WORK INSTRUCTION - Please output the following records exactly. Leave every image out.

GIVEN RECORDS -
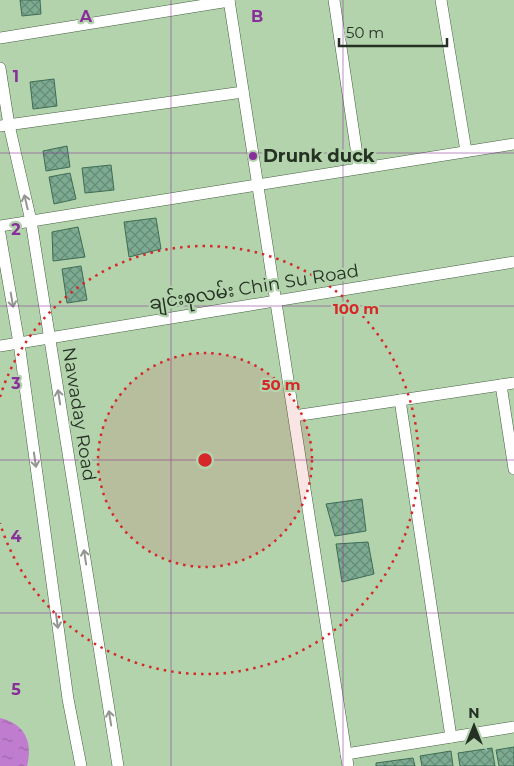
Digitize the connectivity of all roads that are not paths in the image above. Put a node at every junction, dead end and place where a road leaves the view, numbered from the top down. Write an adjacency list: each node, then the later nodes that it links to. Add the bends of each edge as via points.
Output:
1 (334, 0): 10 (street)
2 (441, 0): 9 (street)
3 (229, 1): 4 (street); 6 (street)
4 (0, 38)
5 (0, 68): 7 (street, Nawaday Road)
6 (243, 92): 7 (street); 11 (street)
7 (5, 126): 12 (street, Nawaday Road, one-way to 7)
8 (514, 144): 9 (street)
9 (466, 152): 10 (street)
10 (359, 168): 11 (street)
11 (258, 184): 12 (street); 16 (street)
12 (31, 221): 13 (street); 17 (street, Nawaday Road)
13 (0, 226)
14 (0, 234): 18 (street, one-way to 18)
15 (514, 262): 16 (street, ချင်းစုလမ်း Chin Su Road)
16 (276, 301): 17 (street, ချင်းစုလမ်း Chin Su Road); 23 (street)
17 (49, 338): 18 (street, ချင်းစုလမ်း Chin Su Road); 29 (street, Nawaday Road, one-way to 17)
18 (19, 343): 19 (street, ချင်းစုလမ်း Chin Su Road); 28 (street, one-way to 28, via 68,699)
19 (0, 346)
20 (514, 383): 21 (street)
21 (501, 385): 22 (street); 24 (street)
22 (400, 400): 23 (street); 26 (street)
23 (294, 416): 27 (street)
24 (514, 469)
25 (514, 727): 26 (street)
26 (451, 737): 27 (street)
27 (346, 754): 30 (street)
28 (81, 766)
29 (118, 766)
30 (348, 766)

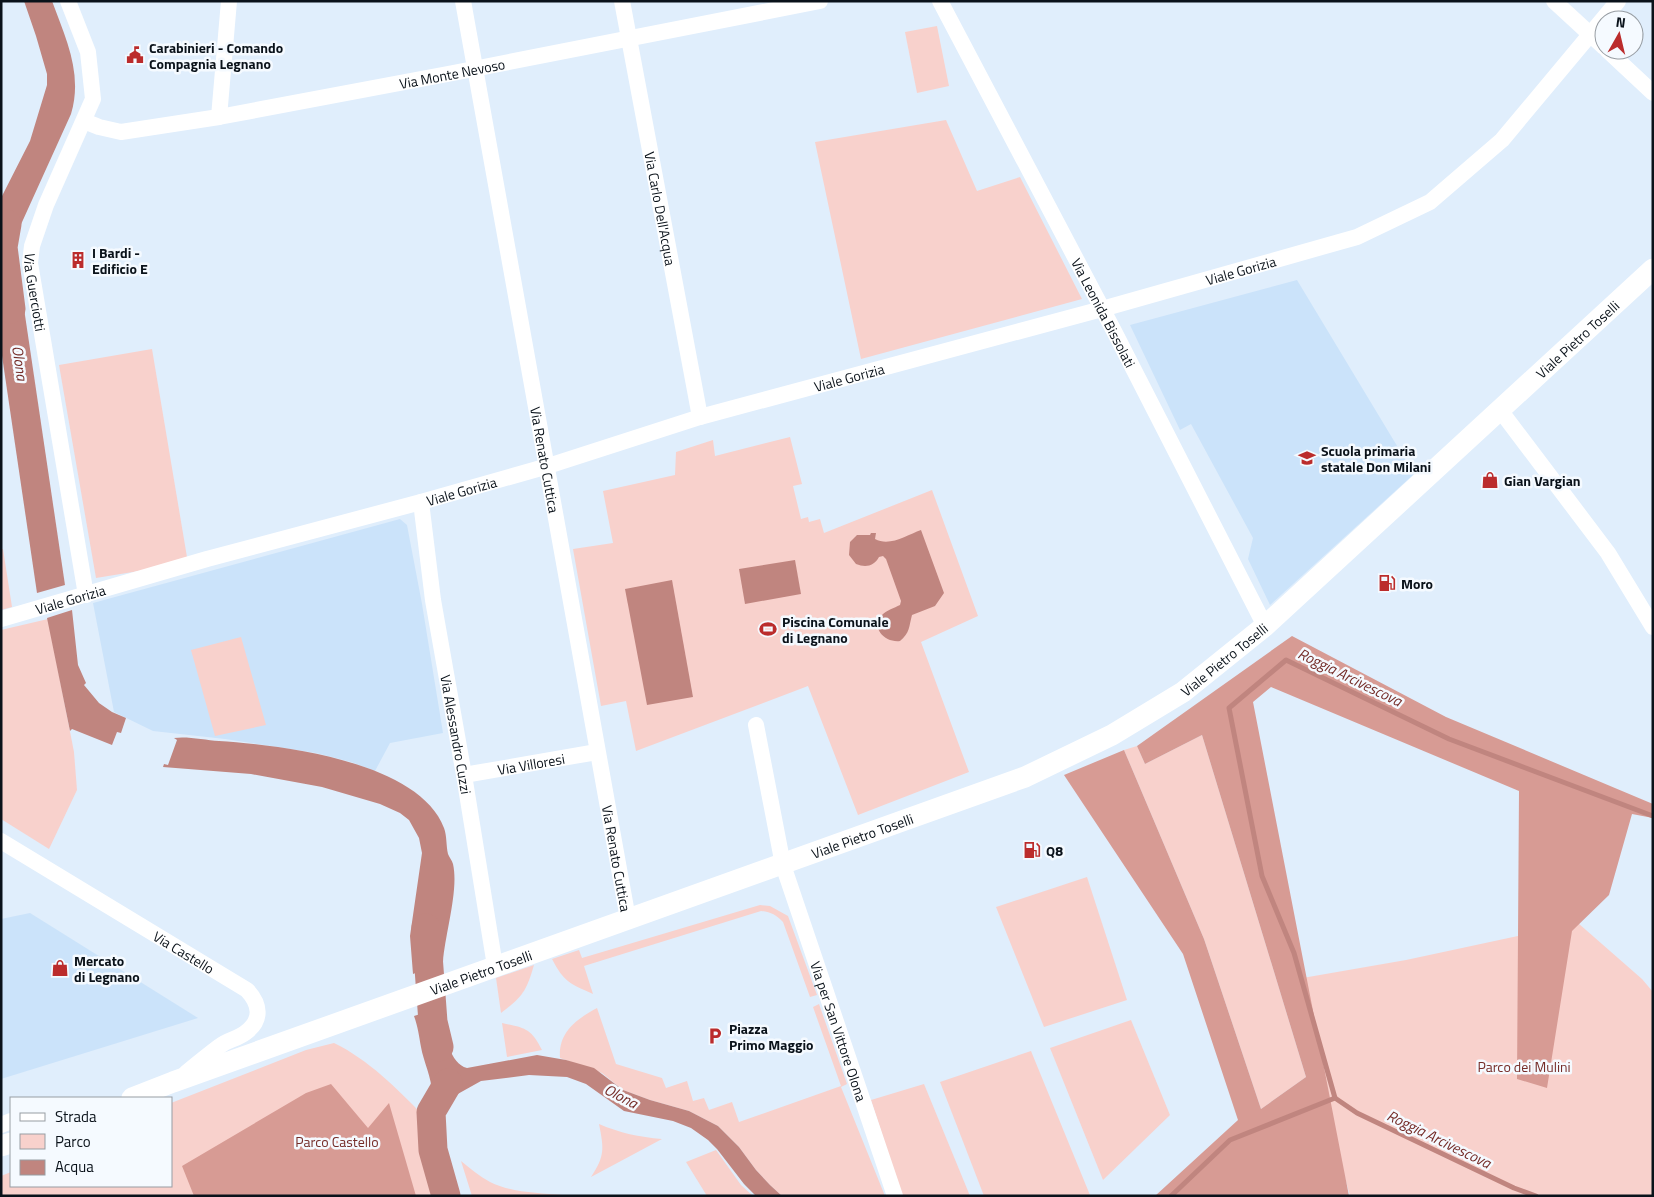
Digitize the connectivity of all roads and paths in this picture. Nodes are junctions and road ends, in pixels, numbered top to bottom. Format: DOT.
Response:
graph roads {
  1 [pos="68,1"];
  2 [pos="229,1"];
  3 [pos="463,1"];
  4 [pos="622,1"];
  5 [pos="820,1"];
  6 [pos="940,1"];
  7 [pos="1554,1"];
  8 [pos="1618,1"];
  9 [pos="1591,35"];
  10 [pos="628,38"];
  11 [pos="1594,38"];
  12 [pos="1618,60"];
  13 [pos="476,68"];
  14 [pos="1653,93"];
  15 [pos="219,117"];
  16 [pos="84,120"];
  17 [pos="1653,269"];
  18 [pos="1102,309"];
  19 [pos="1500,410"];
  20 [pos="700,417"];
  21 [pos="548,466"];
  22 [pos="420,502"];
  23 [pos="86,595"];
  24 [pos="1,619"];
  25 [pos="1265,626"];
  26 [pos="1653,627"];
  27 [pos="756,724"];
  28 [pos="597,752"];
  29 [pos="464,775"];
  30 [pos="1,841"];
  31 [pos="783,865"];
  32 [pos="628,919"];
  33 [pos="495,966"];
  34 [pos="173,1082"];
  35 [pos="135,1097"];
  36 [pos="895,1196"];
  1 -- 16 [label="street, Via Guerciotti"];
  2 -- 15 [label="street"];
  3 -- 13 [label="street, Via Renato Cuttica"];
  4 -- 10 [label="street, Via Carlo Dell'Acqua"];
  5 -- 10 [label="street, Via Monte Nevoso"];
  6 -- 18 [label="street, Via Leonida Bissolati"];
  7 -- 9 [label="street"];
  8 -- 9 [label="street, Viale Gorizia"];
  9 -- 11 [label="street"];
  9 -- 18 [label="street, Viale Gorizia"];
  10 -- 13 [label="street, Via Monte Nevoso"];
  10 -- 20 [label="street, Via Carlo Dell'Acqua"];
  12 -- 14 [label="street"];
  13 -- 15 [label="street, Via Monte Nevoso"];
  13 -- 21 [label="street, Via Renato Cuttica"];
  15 -- 16 [label="street, Via Monte Nevoso"];
  16 -- 23 [label="street, Via Guerciotti"];
  17 -- 19 [label="main road, Viale Pietro Toselli"];
  18 -- 20 [label="street, Viale Gorizia"];
  18 -- 25 [label="street, Via Leonida Bissolati"];
  19 -- 25 [label="main road, Viale Pietro Toselli"];
  19 -- 26 [label="street"];
  20 -- 21 [label="street, Viale Gorizia"];
  21 -- 22 [label="street, Viale Gorizia"];
  21 -- 28 [label="street, Via Renato Cuttica"];
  22 -- 23 [label="street, Viale Gorizia"];
  22 -- 29 [label="street, Via Alessandro Cuzzi"];
  23 -- 24 [label="street, Viale Gorizia"];
  25 -- 31 [label="main road, Viale Pietro Toselli"];
  27 -- 31 [label="street, Via per San Vittore Olona"];
  28 -- 29 [label="street, Via Villoresi"];
  28 -- 32 [label="street, Via Renato Cuttica"];
  29 -- 33 [label="street, Via Alessandro Cuzzi"];
  30 -- 34 [label="street, Via Castello"];
  31 -- 32 [label="main road, Viale Pietro Toselli"];
  31 -- 36 [label="street, Via per San Vittore Olona"];
  32 -- 33 [label="main road, Viale Pietro Toselli"];
  33 -- 34 [label="main road, Viale Pietro Toselli"];
  34 -- 35 [label="main road, Viale Pietro Toselli"];
}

RESPONSE -
Digitize the connectivity of all roads that are not paths in the image above. Put a node at every junction, dead end and place where a road leaves the view, numbered from the top down. Write an adjacency list: each node, then the later nodes that it links to. Add the bends of each edge as via points.
Output:
1 (334, 0): 10 (street)
2 (441, 0): 9 (street)
3 (229, 1): 4 (street); 6 (street)
4 (0, 38)
5 (0, 68): 7 (street, Nawaday Road)
6 (243, 92): 7 (street); 11 (street)
7 (5, 126): 12 (street, Nawaday Road, one-way to 7)
8 (514, 144): 9 (street)
9 (466, 152): 10 (street)
10 (359, 168): 11 (street)
11 (258, 184): 12 (street); 16 (street)
12 (31, 221): 13 (street); 17 (street, Nawaday Road)
13 (0, 226)
14 (0, 234): 18 (street, one-way to 18)
15 (514, 262): 16 (street, ချင်းစုလမ်း Chin Su Road)
16 (276, 301): 17 (street, ချင်းစုလမ်း Chin Su Road); 23 (street)
17 (49, 338): 18 (street, ချင်းစုလမ်း Chin Su Road); 29 (street, Nawaday Road, one-way to 17)
18 (19, 343): 19 (street, ချင်းစုလမ်း Chin Su Road); 28 (street, one-way to 28, via 68,699)
19 (0, 346)
20 (514, 383): 21 (street)
21 (501, 385): 22 (street); 24 (street)
22 (400, 400): 23 (street); 26 (street)
23 (294, 416): 27 (street)
24 (514, 469)
25 (514, 727): 26 (street)
26 (451, 737): 27 (street)
27 (346, 754): 30 (street)
28 (81, 766)
29 (118, 766)
30 (348, 766)

Digitize the connectivity of all roads and paths in this picture. Nodes are junctions and road ends, in pixels, numbered top to bottom. Format: DOT.
Response:
graph roads {
  1 [pos="68,1"];
  2 [pos="229,1"];
  3 [pos="463,1"];
  4 [pos="622,1"];
  5 [pos="820,1"];
  6 [pos="940,1"];
  7 [pos="1554,1"];
  8 [pos="1618,1"];
  9 [pos="1591,35"];
  10 [pos="628,38"];
  11 [pos="1594,38"];
  12 [pos="1618,60"];
  13 [pos="476,68"];
  14 [pos="1653,93"];
  15 [pos="219,117"];
  16 [pos="84,120"];
  17 [pos="1653,269"];
  18 [pos="1102,309"];
  19 [pos="1500,410"];
  20 [pos="700,417"];
  21 [pos="548,466"];
  22 [pos="420,502"];
  23 [pos="86,595"];
  24 [pos="1,619"];
  25 [pos="1265,626"];
  26 [pos="1653,627"];
  27 [pos="756,724"];
  28 [pos="597,752"];
  29 [pos="464,775"];
  30 [pos="1,841"];
  31 [pos="783,865"];
  32 [pos="628,919"];
  33 [pos="495,966"];
  34 [pos="173,1082"];
  35 [pos="135,1097"];
  36 [pos="895,1196"];
  1 -- 16 [label="street, Via Guerciotti"];
  2 -- 15 [label="street"];
  3 -- 13 [label="street, Via Renato Cuttica"];
  4 -- 10 [label="street, Via Carlo Dell'Acqua"];
  5 -- 10 [label="street, Via Monte Nevoso"];
  6 -- 18 [label="street, Via Leonida Bissolati"];
  7 -- 9 [label="street"];
  8 -- 9 [label="street, Viale Gorizia"];
  9 -- 11 [label="street"];
  9 -- 18 [label="street, Viale Gorizia"];
  10 -- 13 [label="street, Via Monte Nevoso"];
  10 -- 20 [label="street, Via Carlo Dell'Acqua"];
  12 -- 14 [label="street"];
  13 -- 15 [label="street, Via Monte Nevoso"];
  13 -- 21 [label="street, Via Renato Cuttica"];
  15 -- 16 [label="street, Via Monte Nevoso"];
  16 -- 23 [label="street, Via Guerciotti"];
  17 -- 19 [label="main road, Viale Pietro Toselli"];
  18 -- 20 [label="street, Viale Gorizia"];
  18 -- 25 [label="street, Via Leonida Bissolati"];
  19 -- 25 [label="main road, Viale Pietro Toselli"];
  19 -- 26 [label="street"];
  20 -- 21 [label="street, Viale Gorizia"];
  21 -- 22 [label="street, Viale Gorizia"];
  21 -- 28 [label="street, Via Renato Cuttica"];
  22 -- 23 [label="street, Viale Gorizia"];
  22 -- 29 [label="street, Via Alessandro Cuzzi"];
  23 -- 24 [label="street, Viale Gorizia"];
  25 -- 31 [label="main road, Viale Pietro Toselli"];
  27 -- 31 [label="street, Via per San Vittore Olona"];
  28 -- 29 [label="street, Via Villoresi"];
  28 -- 32 [label="street, Via Renato Cuttica"];
  29 -- 33 [label="street, Via Alessandro Cuzzi"];
  30 -- 34 [label="street, Via Castello"];
  31 -- 32 [label="main road, Viale Pietro Toselli"];
  31 -- 36 [label="street, Via per San Vittore Olona"];
  32 -- 33 [label="main road, Viale Pietro Toselli"];
  33 -- 34 [label="main road, Viale Pietro Toselli"];
  34 -- 35 [label="main road, Viale Pietro Toselli"];
}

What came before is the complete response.